▸ **Directions for this task**: Please set out each line below exactly as it stands, without the images.

▸ **Given entries**:

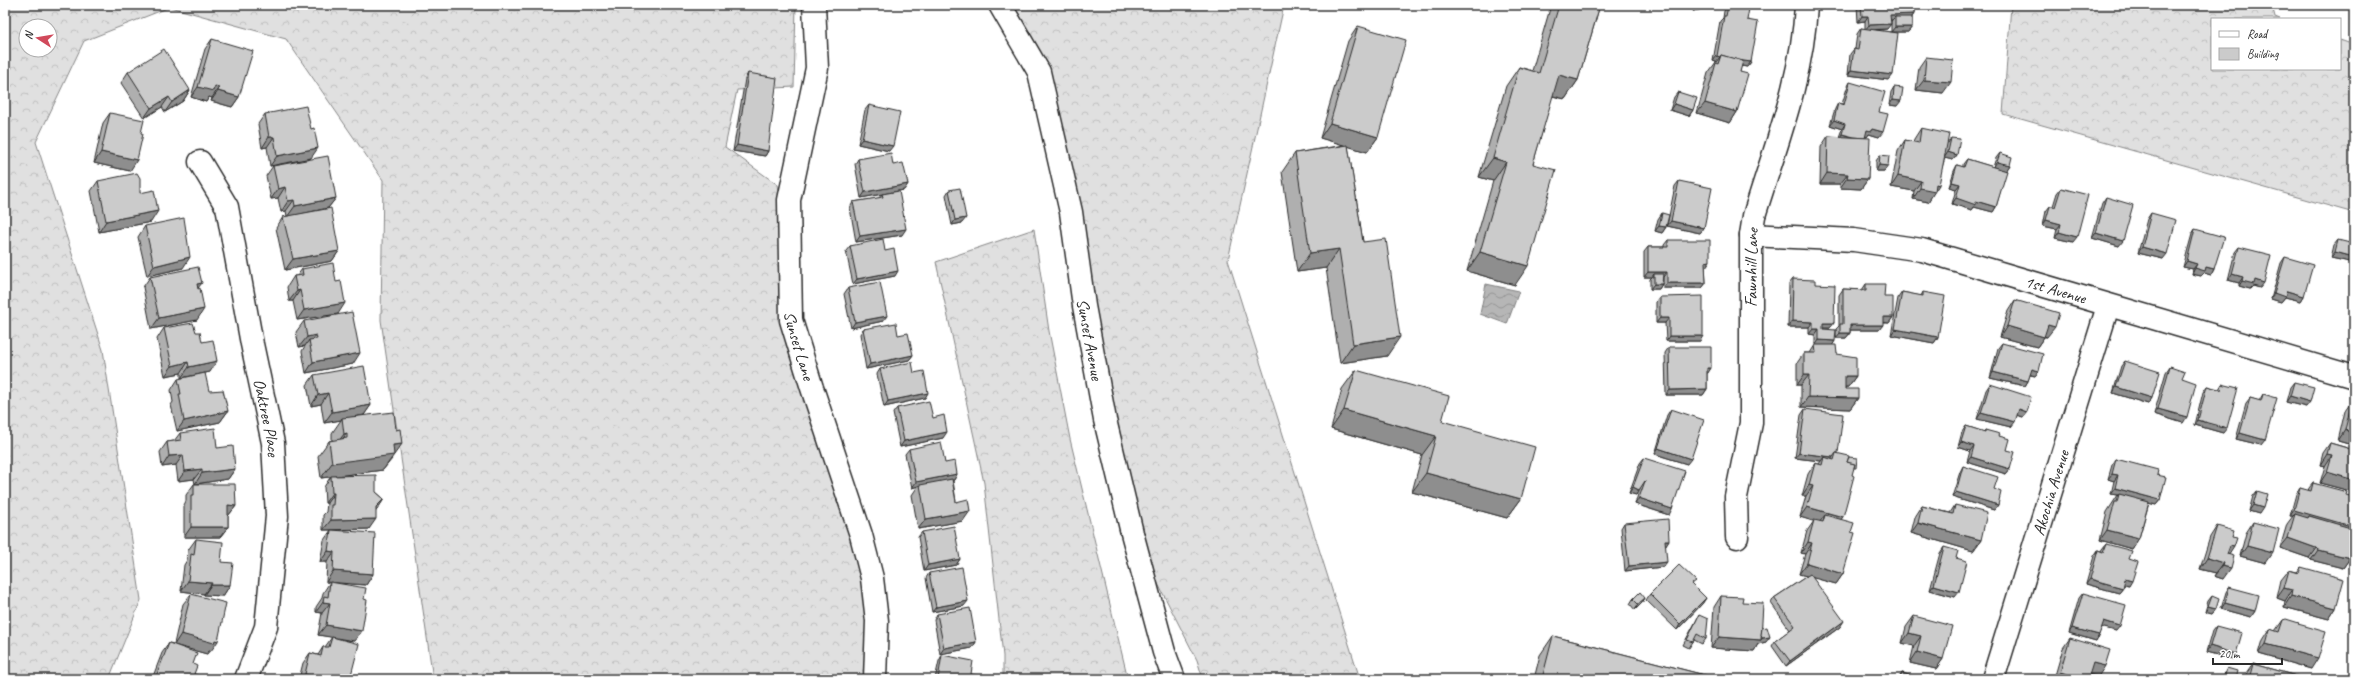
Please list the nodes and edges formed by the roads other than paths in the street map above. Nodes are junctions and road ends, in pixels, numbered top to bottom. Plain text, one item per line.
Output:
1 (814, 5) edge
2 (1000, 5) edge
3 (1806, 5) edge
4 (200, 162) dead end
5 (1751, 235) junction
6 (2108, 306) junction
7 (2354, 377) edge
8 (1737, 537) dead end
9 (246, 679) edge
10 (875, 679) edge
11 (1174, 679) edge
12 (1993, 679) edge

1 - 10 street, Sunset Lane
2 - 11 street, Sunset Avenue
3 - 5 street, Fawnhill Lane
4 - 9 street, Oaktree Place
5 - 6 street, 1st Avenue
5 - 8 street, Fawnhill Lane
6 - 7 street, 1st Avenue
6 - 12 street, Akochia Avenue

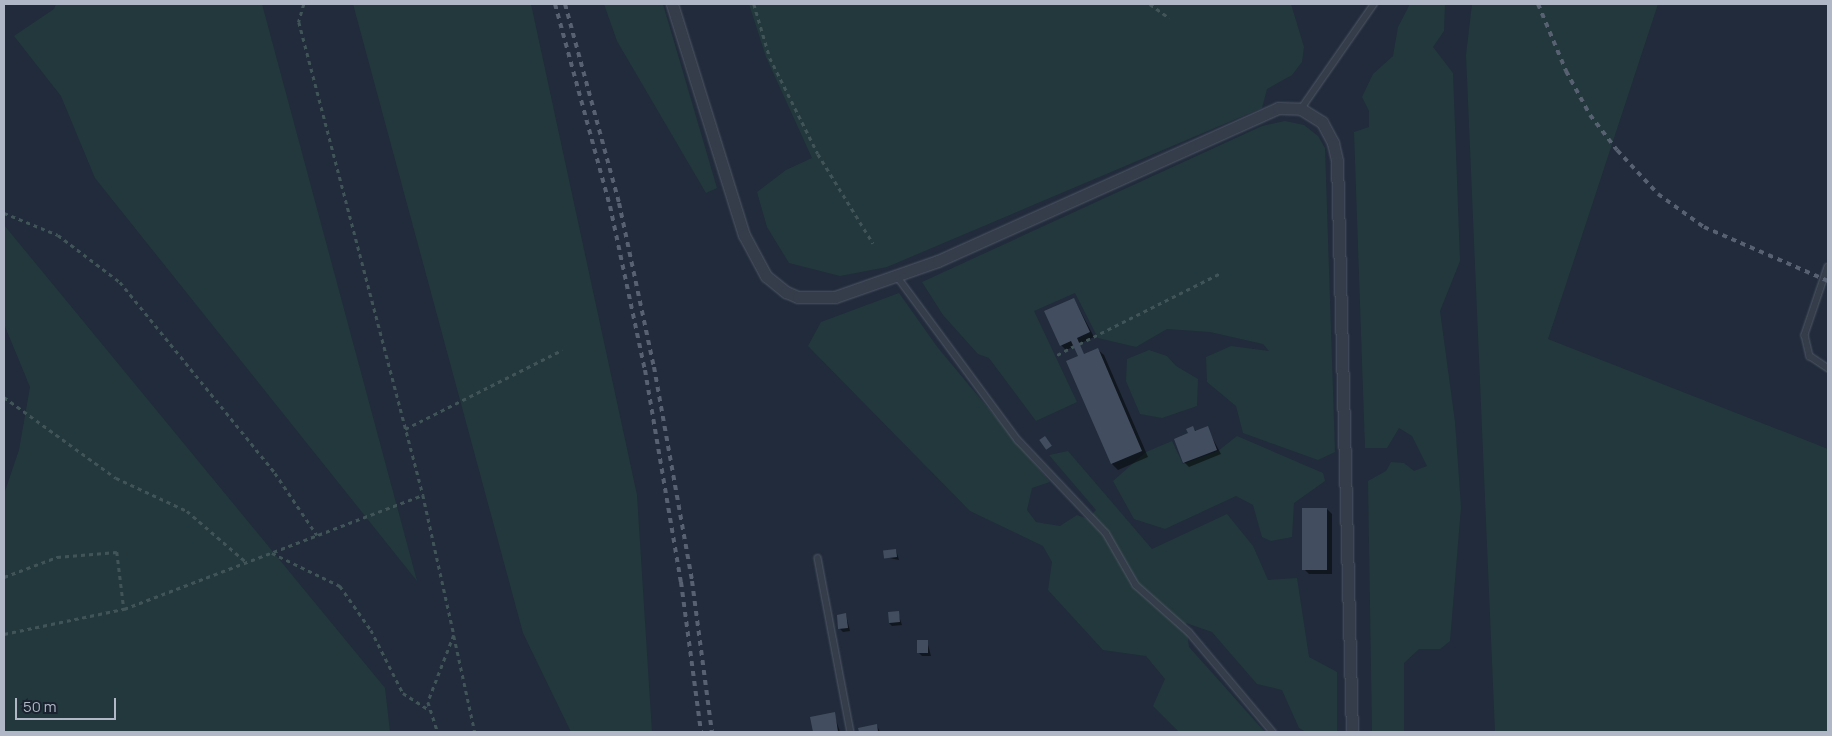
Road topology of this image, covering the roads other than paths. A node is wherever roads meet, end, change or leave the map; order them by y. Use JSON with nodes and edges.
{"nodes":[{"id":1,"x":672,"y":4,"type":"edge"},
{"id":2,"x":1374,"y":4,"type":"edge"},
{"id":3,"x":1300,"y":109,"type":"junction"},
{"id":4,"x":1828,"y":267,"type":"edge"},
{"id":5,"x":897,"y":276,"type":"junction"},
{"id":6,"x":1828,"y":368,"type":"edge"},
{"id":7,"x":818,"y":558,"type":"dead end"},
{"id":8,"x":851,"y":732,"type":"edge"},
{"id":9,"x":1273,"y":732,"type":"edge"},
{"id":10,"x":1352,"y":732,"type":"edge"}],
"edges":[{"from":1,"to":5,"type":"street"},
{"from":2,"to":3,"type":"lane"},
{"from":3,"to":5,"type":"street"},
{"from":3,"to":10,"type":"street"},
{"from":4,"to":6,"type":"lane"},
{"from":5,"to":9,"type":"lane"},
{"from":7,"to":8,"type":"lane"}]}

▸ **Problem solution**:
Please list the nodes and edges formed by the roads other than paths in the street map above. Nodes are junctions and road ends, in pixels, numbered top to bottom. Plain text, one item per line.
Output:
1 (814, 5) edge
2 (1000, 5) edge
3 (1806, 5) edge
4 (200, 162) dead end
5 (1751, 235) junction
6 (2108, 306) junction
7 (2354, 377) edge
8 (1737, 537) dead end
9 (246, 679) edge
10 (875, 679) edge
11 (1174, 679) edge
12 (1993, 679) edge

1 - 10 street, Sunset Lane
2 - 11 street, Sunset Avenue
3 - 5 street, Fawnhill Lane
4 - 9 street, Oaktree Place
5 - 6 street, 1st Avenue
5 - 8 street, Fawnhill Lane
6 - 7 street, 1st Avenue
6 - 12 street, Akochia Avenue

Road topology of this image, covering the roads other than paths. A node is wherever roads meet, end, change or leave the map; order them by y. Use JSON with nodes and edges.
{"nodes":[{"id":1,"x":672,"y":4,"type":"edge"},
{"id":2,"x":1374,"y":4,"type":"edge"},
{"id":3,"x":1300,"y":109,"type":"junction"},
{"id":4,"x":1828,"y":267,"type":"edge"},
{"id":5,"x":897,"y":276,"type":"junction"},
{"id":6,"x":1828,"y":368,"type":"edge"},
{"id":7,"x":818,"y":558,"type":"dead end"},
{"id":8,"x":851,"y":732,"type":"edge"},
{"id":9,"x":1273,"y":732,"type":"edge"},
{"id":10,"x":1352,"y":732,"type":"edge"}],
"edges":[{"from":1,"to":5,"type":"street"},
{"from":2,"to":3,"type":"lane"},
{"from":3,"to":5,"type":"street"},
{"from":3,"to":10,"type":"street"},
{"from":4,"to":6,"type":"lane"},
{"from":5,"to":9,"type":"lane"},
{"from":7,"to":8,"type":"lane"}]}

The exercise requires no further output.